Sessant’anni di storia e un futuro tutto da esplorare, gli scout di Cologno al Serio celebrano le proprie origini e guardano avanti.
I fondatori degli scout a Cologno
Quello in corso è un anno speciale per il gruppo che ha sede sotto le scuole medie ma vive in oratorio: l’anniversario che ricorre è di quelli importanti e così ha deciso di ripercorrere le tappe principali del percorso che lo ha portato fino ad oggi anche con un piccolo volume, dal titolo "Sessant’anni di passione e avventura: la storia del gruppo scout di Cologno al Serio I".
Fino al 1965 lo scoutismo locale aveva fatto riferimento al gruppo di Treviglio ma, poi, grazie a un gruppo di capi, tutti di 18 anni, cominciò a muovere i primi passi anche in paese e l’allora curato don Franco Ravasio fu una figura di fondamentale importanza.
"Il suo impegno e la sua passione nell’introdurre lo scoutismo a Cologno hanno reso possibile l’espansione di un movimento che, da quel momento in poi, avrebbe profondamente segnato la vita della comunità giovanile locale - si legge nel testo - in particolare difese le ragazze scout e fu un fervente promotore della loro piena integrazione nel movimento, convinto che l’educazione scout dovesse essere un’opportunità aperta a tutti, indipendentemente dal genere".
Don Franco Ravasio
L’altro personaggio iconico a cui lo scoutismo colognese deve molto è Giancarlo Gritti.

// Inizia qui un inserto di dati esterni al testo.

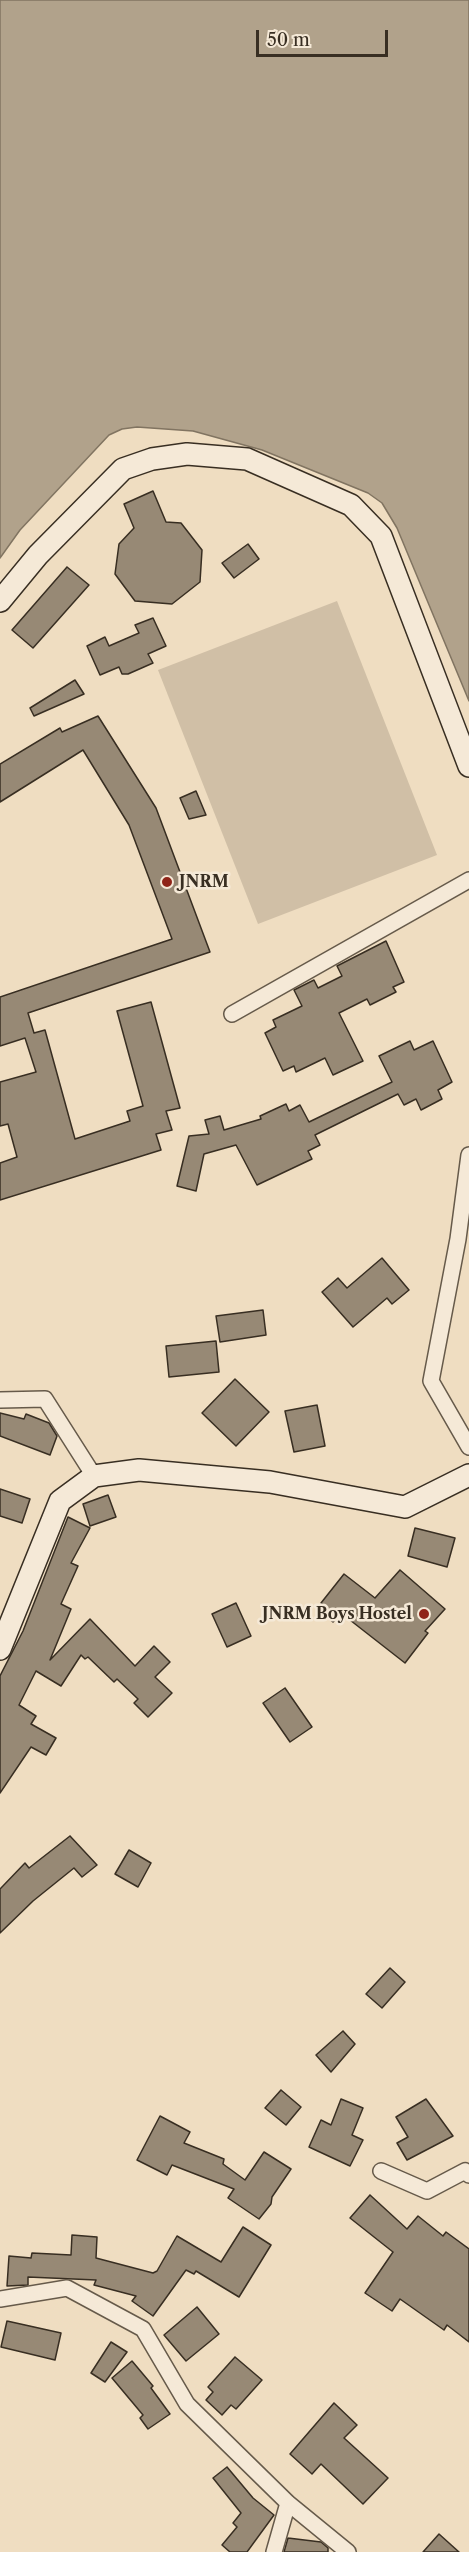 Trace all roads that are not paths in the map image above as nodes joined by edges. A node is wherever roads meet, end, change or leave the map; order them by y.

"Fu la figura che segnò la nascita del nostro gruppo - si legge ancora - Insegnante e catechista all’oratorio, aveva una visione chiara di cosa significasse lo scoutismo, non solo come un metodo educativo, ma come una vera e propria proposta di vita, un cammino che avrebbe potuto dare ai giovani non solo formazione, ma anche valori e orientamenti per il futuro. La sua forza di volontà fu premiata dal sostegno che ricevette dal gruppo scout di Treviglio, il quale lo affiancò e lo supportò nel difficile compito di fondare il gruppo scout di Cologno. In breve tempo, Giancarlo riuscì a dare vita a tre squadriglie: le Aquile, i Castori e i Cervi, gruppi che si affiancarono al reparto di Treviglio e segnarono così l’inizio ufficiale dello scoutismo nel nostro paese".
Purtroppo però una grave malattia lo strappò alla vita troppo presto.

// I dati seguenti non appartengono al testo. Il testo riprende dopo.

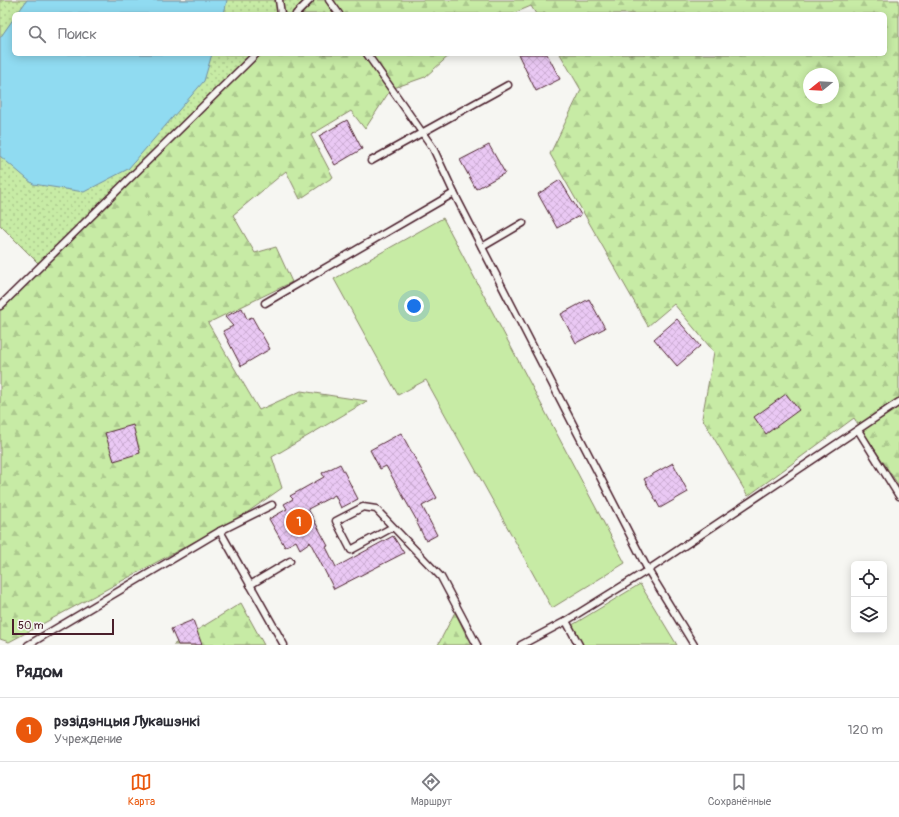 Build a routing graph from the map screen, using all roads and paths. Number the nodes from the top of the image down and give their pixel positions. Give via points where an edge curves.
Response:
1 (279, 0) edge
2 (310, 0) edge
3 (329, 0) edge
4 (281, 12) edge
5 (298, 12) edge
6 (338, 12) edge
7 (254, 56) edge
8 (368, 56) edge
9 (508, 85) dead end
10 (422, 133) junction
11 (371, 161) dead end
12 (454, 193) junction
13 (523, 224) dead end
14 (482, 248) junction
15 (265, 303) dead end
16 (0, 306) edge
17 (899, 402) edge
18 (858, 430) junction
19 (899, 496) edge
20 (272, 505) dead end
21 (394, 527) junction
22 (220, 531) junction
23 (290, 562) dead end
24 (648, 570) junction
25 (250, 585) junction
26 (566, 621) junction
27 (28, 645) edge
28 (284, 645) edge
29 (477, 645) edge
30 (521, 645) edge
31 (579, 645) edge
32 (694, 645) edge

1 - 4 lane
2 - 5 lane
3 - 6 lane
7 - 16 lane
8 - 10 lane
9 - 10 lane
10 - 11 lane
10 - 12 lane via 433,148
12 - 14 lane
12 - 15 lane
13 - 14 lane
14 - 24 lane
17 - 18 lane
18 - 19 lane
18 - 24 lane
20 - 22 lane
21 - 21 lane via 376,509 363,507 336,521 351,550
21 - 29 lane via 441,577
22 - 25 lane
22 - 27 lane
23 - 25 lane
24 - 26 lane
24 - 32 lane
25 - 28 lane
26 - 30 lane
26 - 31 lane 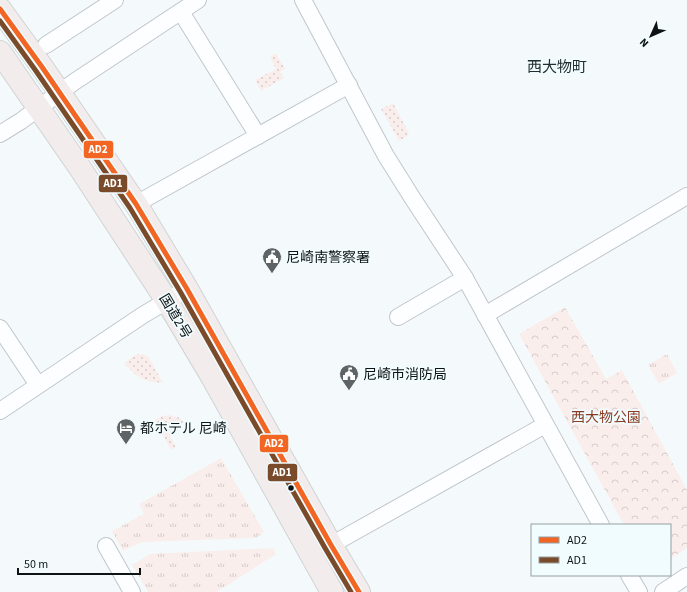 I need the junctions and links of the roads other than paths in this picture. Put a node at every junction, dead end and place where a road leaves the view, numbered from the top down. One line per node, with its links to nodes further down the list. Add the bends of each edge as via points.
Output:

"So che vivrò poco - disse - ma voglio lasciare qualcosa di buono".
Una frase che divenne un simbolo per coloro che seguirono il suo cammino.
Giancarlo Gritti
Gli anni Settanta furono gli anni del consolidamento del gruppo ma anche di trasformazione del movimento, che non poteva rimanere immune dal clima di fermento e contestazione sociale. Nel corso dei decenni, in ogni caso, il gruppo di Cologno ha vissuto un lungo e costante processo di crescita e sviluppo, ampliandosi sia in termini numerici che organizzativi, fino allo stop forzato imposto dalla pandemia da Covid-19 scoppiata nel 2020. Poi, lentamente, tutto è tornato alla normalità.
Festa di compleanno
Nelle scorse settimane è stata festa.
"Il tema di quest’anno è quello del sogno, quello personale di ogni ragazzo che adesso sta vivendo lo scoutismo - ha raccontato la Comunità dei capi - quindi siamo passati al sogno delle tre branche (lupetti, reparto e clan), vissuto nella grande festa di sabato 29 marzo, a chiederci qual è stato il sogno che ha portato lo scoutismo colognese a raggiungere i 60 anni, e così domenica 30 abbiamo condiviso la giornata con coloro che hanno vissuto parte di questa storia: la mattina ci siamo divertiti con giochi e diverse attività aiutati da questi 'vecchi' scout, poi un mega pic-nic a pranzo, mentre nel pomeriggio abbiamo partecipato alla messa. Erano presenti i sacerdoti che si sono susseguiti in oratorio negli ultimi anni: don Gabriele Bonzi, don Davide Rota Conti e don Lorenzo Bellini. Durante il rito abbiamo anche rinnovato la nostra promessa, perché, come si dice, 'una volta scout, scout per sempre'".
Una due giorni di festa che ha lasciato una grande gioia nel cuore di tutti.
"Abbiamo sentito che lo scoutismo ha ancora qualcosa da dire nonostante molte cose siano cambiate e così il modo di vivere dei ragazzi, le loro esigenze - ha commentato infine la Comunità dei capi - hanno più bisogno di attenzioni ed esprimono la paura della solitudine, che noi cerchiamo di combattere creando una comunità accogliente per tutti. La tecnologia esiste e non la scansiamo, ma impariamo a usarla in modo costruttivo e non distruttivo. A essere restate le stesse sono la nostra promessa e la nostra legge".